Giving Drugs to Healthy Children
Today, Lupron is prescribed as a “puberty blocker” for children with “gender dysphoria.” As someone who has taken it, I am appalled. I cannot fathom how using Lupron on otherwise healthy bodies, knowing its long-term side effects, isn’t criminal. More appalling is that this strong pharmaceutical is used in children with a psychiatric condition that will resolve in up to 90 percent of children if left unmedicalized. This is akin to prescribing hysterectomies for “hysteria” in the 20th century.
Lupron is used differently at different doses in cancer patients. For me, Lupron was prescribed for fertility preservation at 3.75 mg monthly. Prostate and breast cancer patients sometimes receive twice the amount I did.
Boston Children’s Hospital has a document on using Lupron as a puberty blocker in their gender facility. The dosage they prescribe is a 7.5 mg injection monthly, twice the amount I received. That is twice the amount used to create temporary menopause and functionally the same amount used to create permanent menopause in women with estrogen-positive breast cancer.
As a then-33-year-old, I knew the trade-offs that come with surviving cancer. Children, especially those actively experiencing mental illness, cannot possibly fathom permanence or provide informed consent as I did. As someone who may have permanently sacrificed motherhood for literal survival, I cannot fathom how the medical community could ask children or parents to make that decision for anything less.

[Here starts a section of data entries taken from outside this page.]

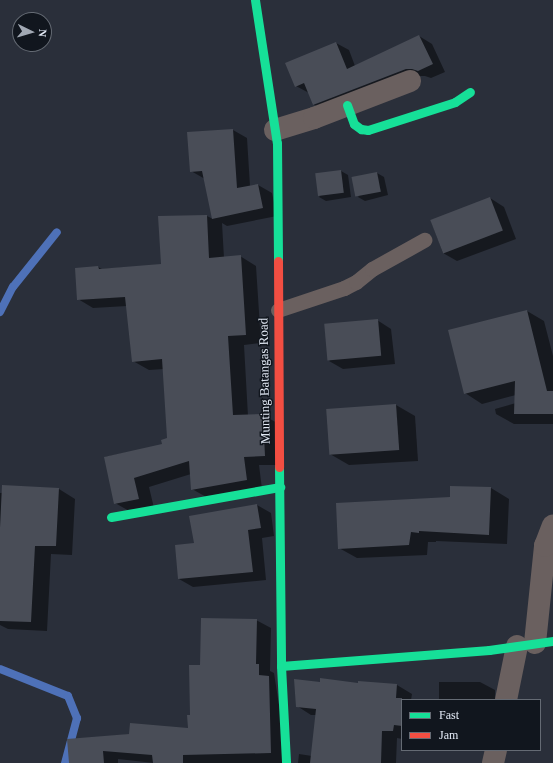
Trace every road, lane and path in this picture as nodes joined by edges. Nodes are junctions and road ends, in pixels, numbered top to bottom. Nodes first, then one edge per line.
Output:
1 (255, 0) edge
2 (410, 81) dead end
3 (470, 92) dead end
4 (347, 105) junction
5 (274, 130) junction
6 (424, 240) dead end
7 (278, 310) junction
8 (280, 486) junction
9 (110, 517) dead end
10 (553, 525) edge
11 (535, 643) edge
12 (281, 666) junction
13 (507, 699) edge
14 (496, 751) edge
15 (286, 763) edge
16 (493, 763) edge

1 - 5 street, Munting Batangas Road
2 - 4 street
3 - 4 street
4 - 5 street
5 - 7 street, Munting Batangas Road
6 - 7 lane
7 - 8 street, Munting Batangas Road
8 - 9 street
8 - 12 street, Munting Batangas Road
10 - 11 street
11 - 12 street
11 - 13 street
12 - 15 street, Munting Batangas Road
14 - 16 street

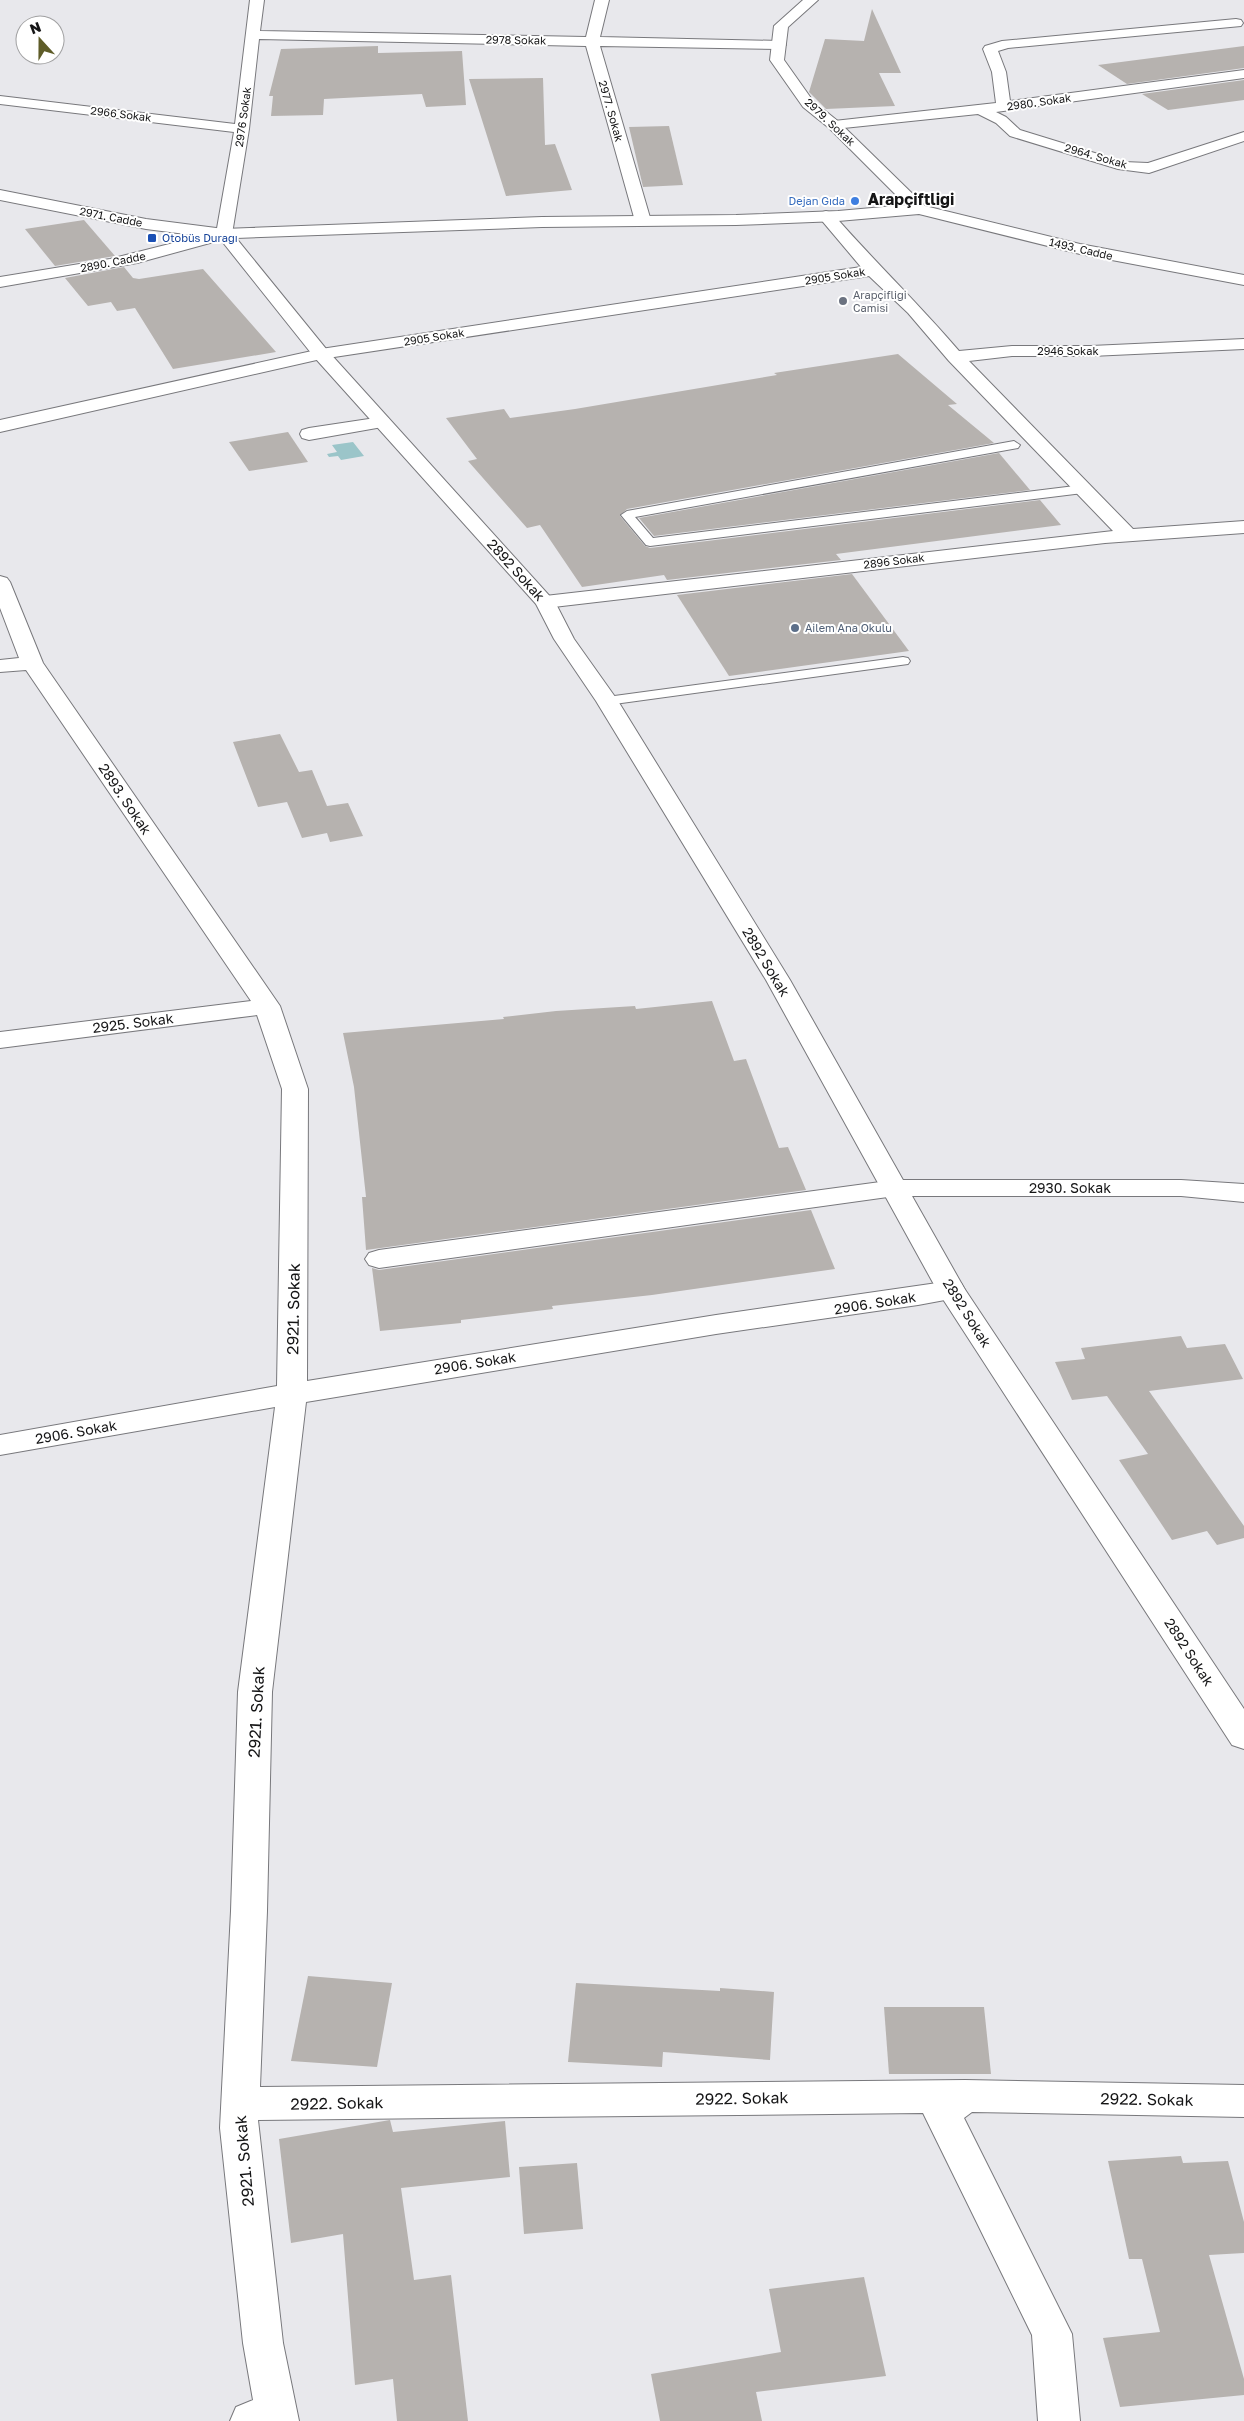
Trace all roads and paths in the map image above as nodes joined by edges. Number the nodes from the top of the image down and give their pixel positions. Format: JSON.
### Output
{"nodes":[{"id":1,"x":258,"y":0,"type":"edge"},
{"id":2,"x":602,"y":0,"type":"edge"},
{"id":3,"x":811,"y":0,"type":"edge"},
{"id":4,"x":1241,"y":24,"type":"edge"},
{"id":5,"x":252,"y":35,"type":"junction"},
{"id":6,"x":592,"y":42,"type":"junction"},
{"id":7,"x":779,"y":45,"type":"junction"},
{"id":8,"x":1242,"y":76,"type":"edge"},
{"id":9,"x":0,"y":100,"type":"edge"},
{"id":10,"x":1004,"y":107,"type":"junction"},
{"id":11,"x":982,"y":110,"type":"junction"},
{"id":12,"x":834,"y":125,"type":"junction"},
{"id":13,"x":242,"y":129,"type":"junction"},
{"id":14,"x":1244,"y":136,"type":"edge"},
{"id":15,"x":0,"y":195,"type":"edge"},
{"id":16,"x":919,"y":209,"type":"junction"},
{"id":17,"x":826,"y":216,"type":"junction"},
{"id":18,"x":642,"y":221,"type":"junction"},
{"id":19,"x":224,"y":234,"type":"junction"},
{"id":20,"x":873,"y":270,"type":"junction"},
{"id":21,"x":1244,"y":280,"type":"edge"},
{"id":22,"x":0,"y":282,"type":"edge"},
{"id":23,"x":1244,"y":344,"type":"edge"},
{"id":24,"x":321,"y":354,"type":"junction"},
{"id":25,"x":955,"y":356,"type":"junction"},
{"id":26,"x":382,"y":422,"type":"junction"},
{"id":27,"x":0,"y":426,"type":"edge"},
{"id":28,"x":310,"y":434,"type":"dead end"},
{"id":29,"x":1014,"y":445,"type":"dead end"},
{"id":30,"x":1083,"y":489,"type":"junction"},
{"id":31,"x":1244,"y":527,"type":"edge"},
{"id":32,"x":1129,"y":536,"type":"junction"},
{"id":33,"x":0,"y":582,"type":"edge"},
{"id":34,"x":545,"y":602,"type":"junction"},
{"id":35,"x":903,"y":661,"type":"dead end"},
{"id":36,"x":32,"y":664,"type":"junction"},
{"id":37,"x":0,"y":666,"type":"edge"},
{"id":38,"x":607,"y":701,"type":"junction"},
{"id":39,"x":267,"y":1006,"type":"junction"},
{"id":40,"x":0,"y":1040,"type":"edge"},
{"id":41,"x":895,"y":1188,"type":"junction"},
{"id":42,"x":1244,"y":1193,"type":"edge"},
{"id":43,"x":379,"y":1259,"type":"dead end"},
{"id":44,"x":951,"y":1290,"type":"junction"},
{"id":45,"x":292,"y":1393,"type":"junction"},
{"id":46,"x":0,"y":1446,"type":"edge"},
{"id":47,"x":1244,"y":1736,"type":"edge"},
{"id":48,"x":965,"y":2096,"type":"junction"},
{"id":49,"x":1244,"y":2101,"type":"edge"},
{"id":50,"x":240,"y":2104,"type":"junction"},
{"id":51,"x":268,"y":2418,"type":"edge"},
{"id":52,"x":1059,"y":2421,"type":"edge"}],
"edges":[{"from":1,"to":5,"type":"street","name":"2976 Sokak"},
{"from":2,"to":6,"type":"street","name":"2977. Sokak"},
{"from":3,"to":7,"type":"street","name":"2979. Sokak"},
{"from":4,"to":10,"type":"street"},
{"from":5,"to":6,"type":"street","name":"2978 Sokak"},
{"from":5,"to":13,"type":"street","name":"2976 Sokak"},
{"from":6,"to":7,"type":"street","name":"2978 Sokak"},
{"from":6,"to":18,"type":"street","name":"2977. Sokak"},
{"from":7,"to":12,"type":"street","name":"2979. Sokak"},
{"from":8,"to":10,"type":"street","name":"2980. Sokak"},
{"from":9,"to":13,"type":"street","name":"2966 Sokak"},
{"from":10,"to":11,"type":"street","name":"2980. Sokak"},
{"from":11,"to":12,"type":"street","name":"2980. Sokak"},
{"from":11,"to":14,"type":"street","name":"2964. Sokak"},
{"from":12,"to":16,"type":"street","name":"2979. Sokak"},
{"from":13,"to":19,"type":"street","name":"2976 Sokak"},
{"from":15,"to":19,"type":"street","name":"2971. Cadde"},
{"from":16,"to":17,"type":"street"},
{"from":16,"to":21,"type":"street","name":"1493. Cadde"},
{"from":17,"to":18,"type":"street"},
{"from":17,"to":20,"type":"street"},
{"from":18,"to":19,"type":"street"},
{"from":19,"to":22,"type":"street","name":"2890. Cadde"},
{"from":19,"to":24,"type":"street","name":"2892 Sokak"},
{"from":20,"to":24,"type":"street","name":"2905 Sokak"},
{"from":20,"to":25,"type":"street"},
{"from":23,"to":25,"type":"street","name":"2946 Sokak"},
{"from":24,"to":26,"type":"street","name":"2892 Sokak"},
{"from":24,"to":27,"type":"street","name":"2905 Sokak"},
{"from":25,"to":30,"type":"street"},
{"from":26,"to":28,"type":"street"},
{"from":26,"to":34,"type":"street","name":"2892 Sokak"},
{"from":29,"to":30,"type":"lane"},
{"from":30,"to":32,"type":"street"},
{"from":31,"to":32,"type":"street","name":"2896 Sokak"},
{"from":32,"to":34,"type":"street","name":"2896 Sokak"},
{"from":33,"to":36,"type":"street","name":"2893. Sokak"},
{"from":34,"to":38,"type":"street","name":"2892 Sokak"},
{"from":35,"to":38,"type":"lane"},
{"from":36,"to":37,"type":"street"},
{"from":36,"to":39,"type":"street","name":"2893. Sokak"},
{"from":38,"to":41,"type":"street","name":"2892 Sokak"},
{"from":39,"to":40,"type":"street","name":"2925. Sokak"},
{"from":39,"to":45,"type":"street","name":"2921. Sokak"},
{"from":41,"to":42,"type":"street","name":"2930. Sokak"},
{"from":41,"to":43,"type":"street","name":"2930. Sokak"},
{"from":41,"to":44,"type":"street","name":"2892 Sokak"},
{"from":44,"to":45,"type":"street","name":"2906. Sokak"},
{"from":44,"to":47,"type":"street","name":"2892 Sokak"},
{"from":45,"to":46,"type":"street","name":"2906. Sokak"},
{"from":45,"to":50,"type":"street","name":"2921. Sokak"},
{"from":48,"to":49,"type":"street","name":"2922. Sokak"},
{"from":48,"to":50,"type":"street","name":"2922. Sokak"},
{"from":48,"to":52,"type":"street"},
{"from":50,"to":51,"type":"street","name":"2921. Sokak"}]}
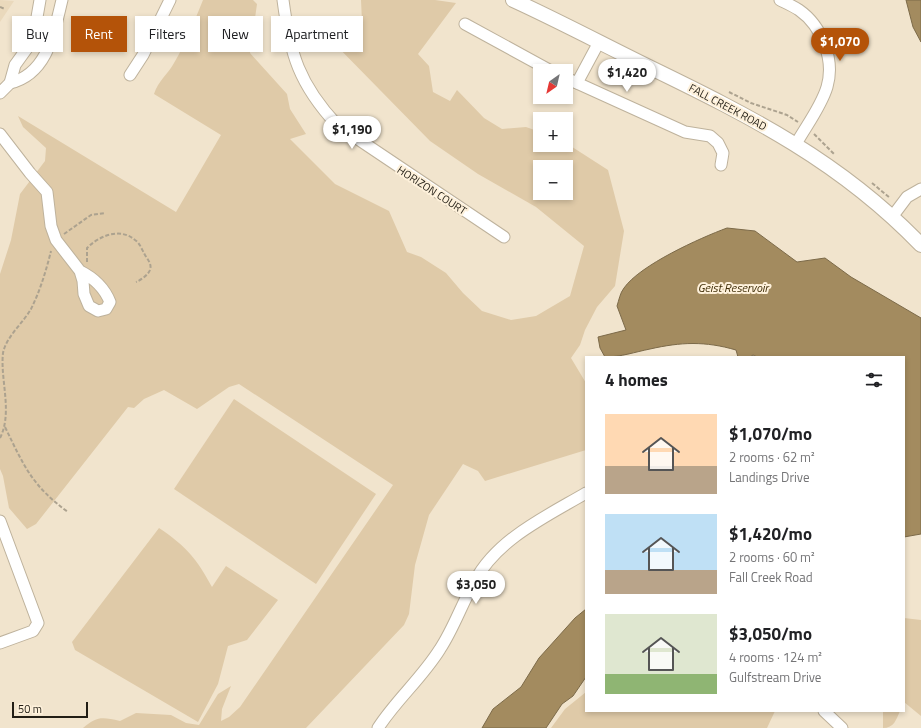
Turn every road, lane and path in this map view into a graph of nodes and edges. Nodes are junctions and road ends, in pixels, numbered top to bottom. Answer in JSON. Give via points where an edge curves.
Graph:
{"nodes":[{"id":1,"x":40,"y":0,"type":"edge"},
{"id":2,"x":62,"y":0,"type":"edge"},
{"id":3,"x":170,"y":0,"type":"edge"},
{"id":4,"x":283,"y":0,"type":"edge"},
{"id":5,"x":513,"y":0,"type":"edge"},
{"id":6,"x":780,"y":0,"type":"edge"},
{"id":7,"x":0,"y":7,"type":"edge"},
{"id":8,"x":5,"y":9,"type":"dead end"},
{"id":9,"x":465,"y":24,"type":"dead end"},
{"id":10,"x":599,"y":42,"type":"junction"},
{"id":11,"x":538,"y":64,"type":"edge"},
{"id":12,"x":130,"y":75,"type":"dead end"},
{"id":13,"x":573,"y":81,"type":"edge"},
{"id":14,"x":10,"y":83,"type":"junction"},
{"id":15,"x":577,"y":83,"type":"junction"},
{"id":16,"x":0,"y":93,"type":"edge"},
{"id":17,"x":0,"y":134,"type":"edge"},
{"id":18,"x":796,"y":144,"type":"junction"},
{"id":19,"x":721,"y":165,"type":"dead end"},
{"id":20,"x":921,"y":189,"type":"edge"},
{"id":21,"x":105,"y":213,"type":"dead end"},
{"id":22,"x":892,"y":217,"type":"junction"},
{"id":23,"x":504,"y":237,"type":"dead end"},
{"id":24,"x":56,"y":240,"type":"junction"},
{"id":25,"x":921,"y":246,"type":"edge"},
{"id":26,"x":84,"y":273,"type":"joint"},
{"id":27,"x":136,"y":282,"type":"dead end"},
{"id":28,"x":4,"y":426,"type":"junction"},
{"id":29,"x":0,"y":438,"type":"edge"},
{"id":30,"x":585,"y":494,"type":"edge"},
{"id":31,"x":68,"y":512,"type":"dead end"},
{"id":32,"x":0,"y":521,"type":"edge"},
{"id":33,"x":0,"y":643,"type":"edge"},
{"id":34,"x":825,"y":712,"type":"edge"},
{"id":35,"x":378,"y":728,"type":"edge"},
{"id":36,"x":842,"y":728,"type":"edge"}],
"edges":[{"from":1,"to":14,"type":"street","via":[[33,40],[15,65]]},
{"from":2,"to":14,"type":"street","via":[[52,42],[41,60],[29,75]]},
{"from":3,"to":12,"type":"street","via":[[143,56]]},
{"from":4,"to":23,"type":"street","name":"HORIZON COURT","via":[[291,46],[304,82],[316,101],[337,125]]},
{"from":5,"to":10,"type":"main road","name":"FALL CREEK ROAD"},
{"from":6,"to":18,"type":"street","via":[[799,10],[812,22],[827,48],[829,63],[827,86],[823,97]]},
{"from":7,"to":8,"type":"path"},
{"from":9,"to":11,"type":"street"},
{"from":10,"to":15,"type":"street"},
{"from":10,"to":18,"type":"main road","name":"FALL CREEK ROAD","via":[[740,112]]},
{"from":13,"to":15,"type":"street"},
{"from":14,"to":16,"type":"street"},
{"from":15,"to":19,"type":"street","via":[[678,129],[691,134],[710,136],[718,143],[723,153]]},
{"from":17,"to":24,"type":"street","via":[[47,192],[51,226]]},
{"from":18,"to":22,"type":"main road","name":"FALL CREEK ROAD","via":[[844,176]]},
{"from":20,"to":22,"type":"street","via":[[907,197]]},
{"from":21,"to":24,"type":"path","via":[[91,215]]},
{"from":22,"to":25,"type":"main road","name":"FALL CREEK ROAD"},
{"from":24,"to":26,"type":"street"},
{"from":24,"to":28,"type":"path","via":[[30,310],[5,346],[1,366]]},
{"from":26,"to":27,"type":"path","via":[[87,248],[95,240],[112,233],[128,235],[137,241],[150,263],[150,270],[142,280]]},
{"from":28,"to":29,"type":"path"},
{"from":28,"to":31,"type":"path","via":[[22,464],[35,483]]},
{"from":30,"to":35,"type":"street","via":[[509,541],[491,559],[475,580],[440,650]]},
{"from":32,"to":33,"type":"street","via":[[38,623],[33,631]]},
{"from":34,"to":36,"type":"street"}]}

This is especially true given the increasing reports that women who have taken extended courses of Lupron and former pediatric patients treated for precocious puberty report devastating side effects, not to mention the sterilization that can occur in children when the drug is used to block otherwise healthy puberty.
A ‘Life-Saving’ Drug?
In the case of childhood cancers, consent for treatment often includes understanding the horrendous tradeoff of life for fertility, and parents are burdened with the final decision. However, in the case of “gender dysphoria,” there is a conflation between suicidal ideation by a minor and a deadly acute illness such as cancer to label pubertal suppression and “gender-affirming care” as “life-saving care,” that has become evident in the European experience.
It is also becoming apparent from the numerous adolescent detransitioners coming forward via lawsuits and social media that parents can’t make informed decisions when these changes are inaccurately described as “life-saving.”
Thus, we must ask ourselves, as a society, whether children or even their parents can consent to drugs and procedures that create a permanent dependence on medical care absent life-threatening illnesses, such as cancer or diabetes. Moreover, can they consent during periods of intense emotional distress? The side effects I continue to experience from only nine months of Lupron, first administered in an authentic life-and-death situation, are far less severe than those on children, but they are permanent.
I have a high degree of faith in science and medicine. Still, it’s becoming evident that we must prevent the medical exploitation of children and work to keep the temporary distresses of adolescence from being permanently medicalized and pathologized. The time for live and let live is over, and states must continue intervening. We must stop the needless sterilization of children.